Aboriginal children and their families are vastly over-represented in the child protection system and (Australian Institute of Health and Welfare (AIHW), 2015) mainstream approaches to addressing the unique issues and challenges faced by Aboriginal children and families coming into these systems are not fit for purpose.
Aboriginal and Torres Strait Islander children are over-represented in the child protection systems at a rate eight to ten times that of non-Aboriginal children.
In some jurisdictions of Australia, the rate of Indigenous children in foster, kinship and residential care on any one night has reached almost one in ten. This rate is almost ten times higher than non-Aboriginal children and has steadily increased over the past decade. Contrast this with rates of non-Indigenous children in out-of-home care, which have stabilised in most jurisdictions.
It has been projected that 80% of Aboriginal people 16 years old or under in some jurisdictions will become the subject of a notification to a child protection service. Nationwide, only 50% of Aboriginal and Torres Strait Islander children removed from the care of their parents are placed with extended family members.
Western academics are only now realising what has been known in Aboriginal and Torres Strait Islander communities for millennia - the connection of mind, body, spirit and heart. Science is now establishing strong links between physical and emotional harms to children and poor outcomes in the areas of adult health, mental health, criminal justice and education.

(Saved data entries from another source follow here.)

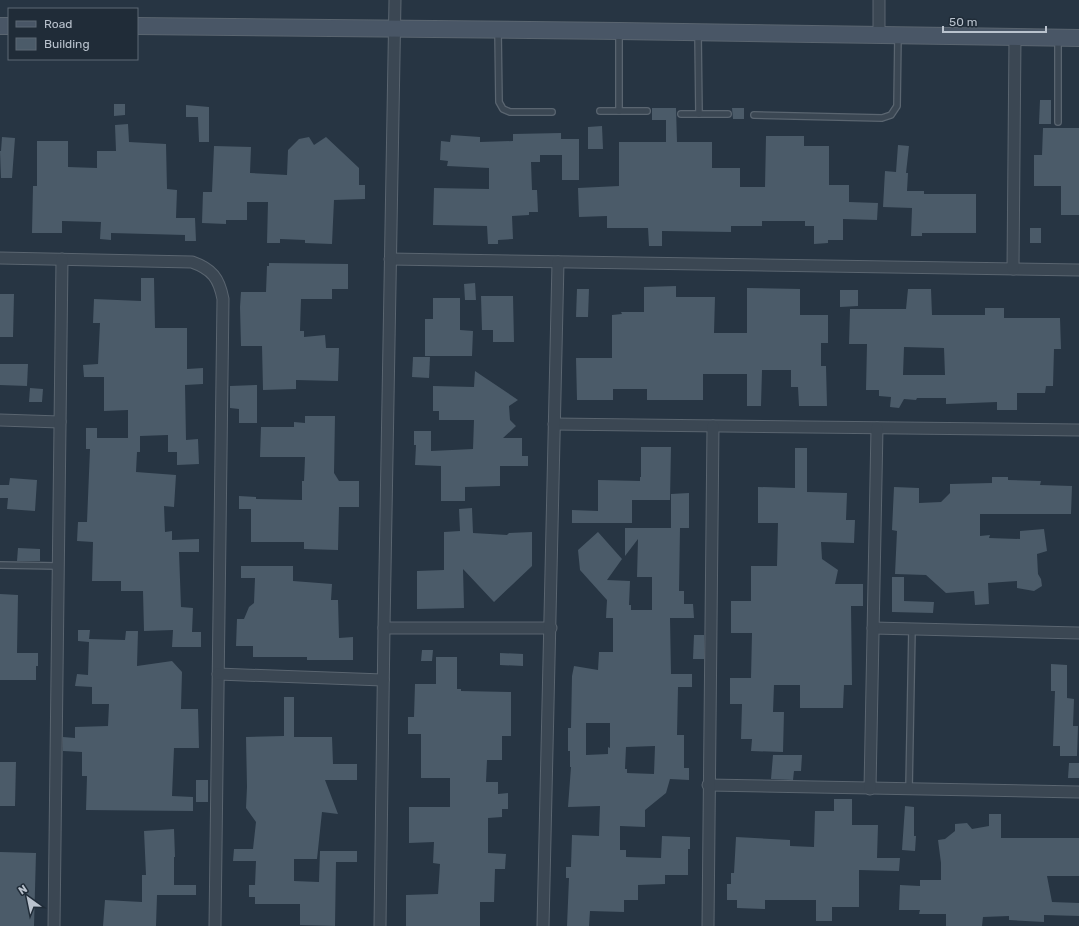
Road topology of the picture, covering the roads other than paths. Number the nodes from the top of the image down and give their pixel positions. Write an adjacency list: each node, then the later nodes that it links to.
1 (394, 0): 4 (street)
2 (879, 0): 8 (street)
3 (138, 26): 4 (main road)
4 (394, 28): 5 (main road); 24 (street)
5 (498, 30): 6 (main road); 16 (lane)
6 (619, 31): 7 (main road); 14 (lane)
7 (698, 33): 8 (main road); 18 (lane)
8 (879, 35): 9 (main road)
9 (898, 35): 10 (main road); 20 (lane)
10 (1015, 37): 11 (main road); 26 (street)
11 (1058, 38): 12 (main road); 21 (lane)
12 (1079, 38)
13 (600, 111): 14 (lane)
14 (619, 111): 15 (lane)
15 (647, 111)
16 (552, 112)
17 (682, 114): 18 (lane)
18 (699, 114): 19 (lane)
19 (728, 114)
20 (754, 115)
21 (1058, 122)
22 (0, 258): 23 (street)
23 (62, 259): 29 (street); 41 (street)
24 (390, 259): 25 (street); 36 (street)
25 (558, 262): 26 (street); 30 (street)
26 (1013, 268): 27 (street)
27 (1079, 270)
28 (0, 420): 29 (street)
29 (60, 422): 35 (street)
30 (554, 424): 31 (street); 37 (street)
31 (713, 426): 32 (street); 43 (street)
32 (877, 428): 33 (street); 38 (street)
33 (1079, 430)
34 (0, 565): 35 (lane)
35 (58, 566): 47 (street)
36 (384, 628): 37 (street); 42 (street)
37 (551, 628): 50 (street)
38 (873, 628): 39 (street); 44 (street)
39 (912, 629): 40 (street); 45 (lane)
40 (1079, 634)
41 (218, 674): 42 (street); 48 (street)
42 (383, 680): 49 (street)
43 (708, 785): 44 (street); 51 (street)
44 (870, 789): 45 (street)
45 (909, 790): 46 (street)
46 (1079, 792)
47 (54, 926)
48 (215, 926)
49 (380, 926)
50 (544, 926)
51 (708, 926)

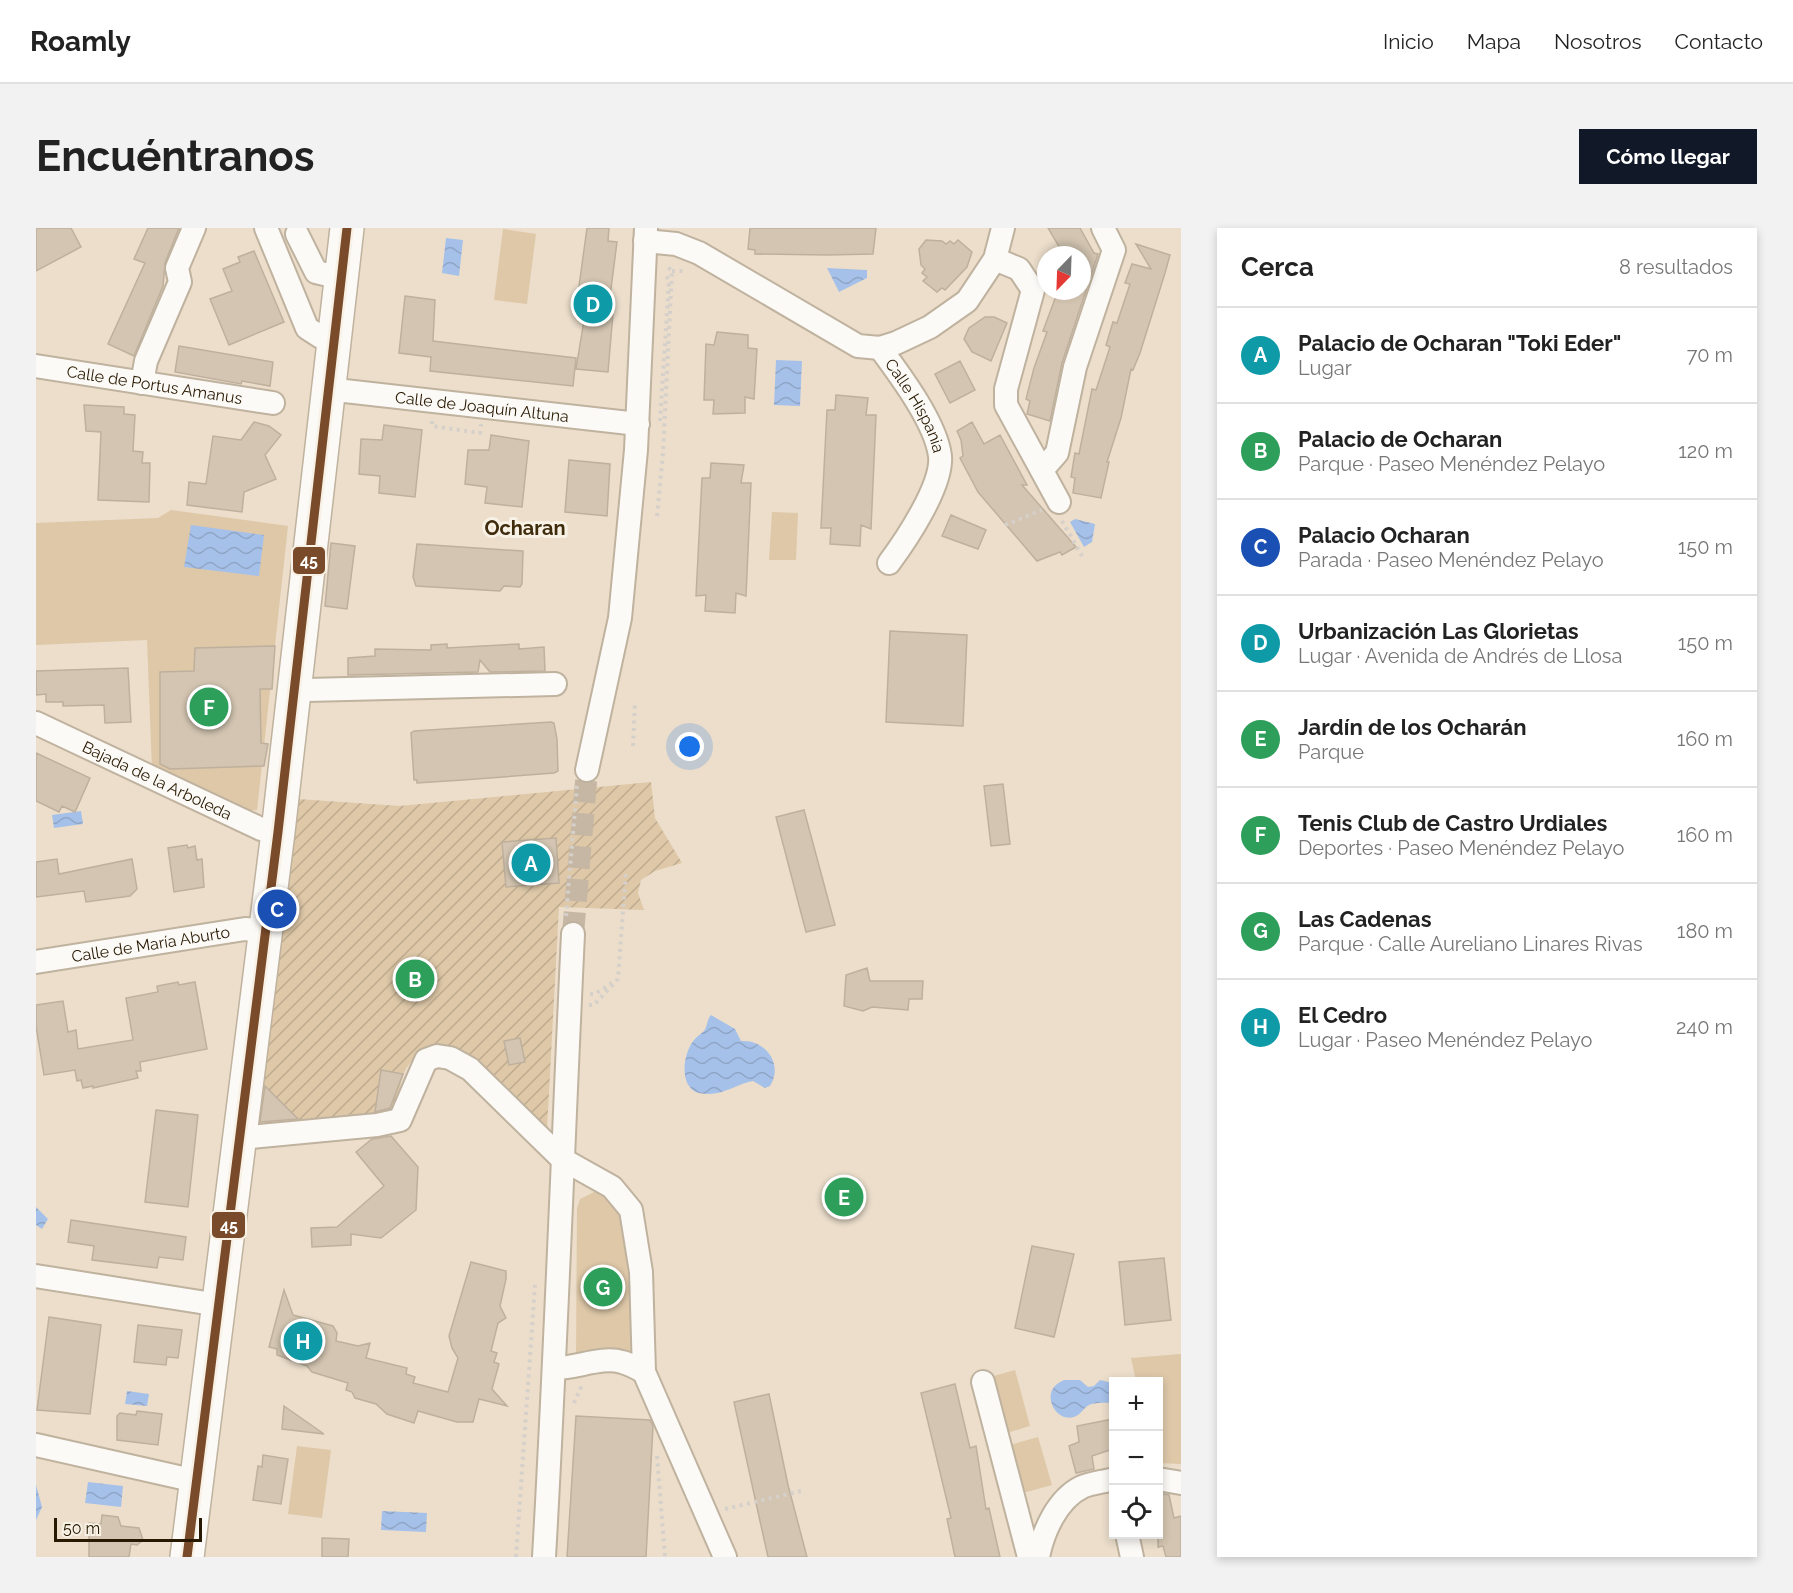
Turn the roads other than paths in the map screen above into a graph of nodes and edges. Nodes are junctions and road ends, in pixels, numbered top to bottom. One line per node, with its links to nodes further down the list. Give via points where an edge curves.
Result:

In many jurisdictions, there has been a crisis-driven response to the over-representation of Aboriginal and Torres Strait Islander children in child protection. Often presaged by sophisticated and highly regarded public inquiries into the issue, the responses on the other hand have featured short-term thinking, but large amounts of funding, a lack of sustainability or evidence in strategy planning, a sense that we need to “do to” communities rather than “do with”, and a need to contain the problem, rather than adequately conceptualise it and build capacity for response.
For Aboriginal children and their families, significant spending on responses has yielded little, if any, benefit on the ground. This paradox is the result of long-standing mutual distrust between families and child protection services, a reliance on responses that are mobilised only after harm is suspected, and a failure to address the factors that drive abuse or neglect in Indigenous families.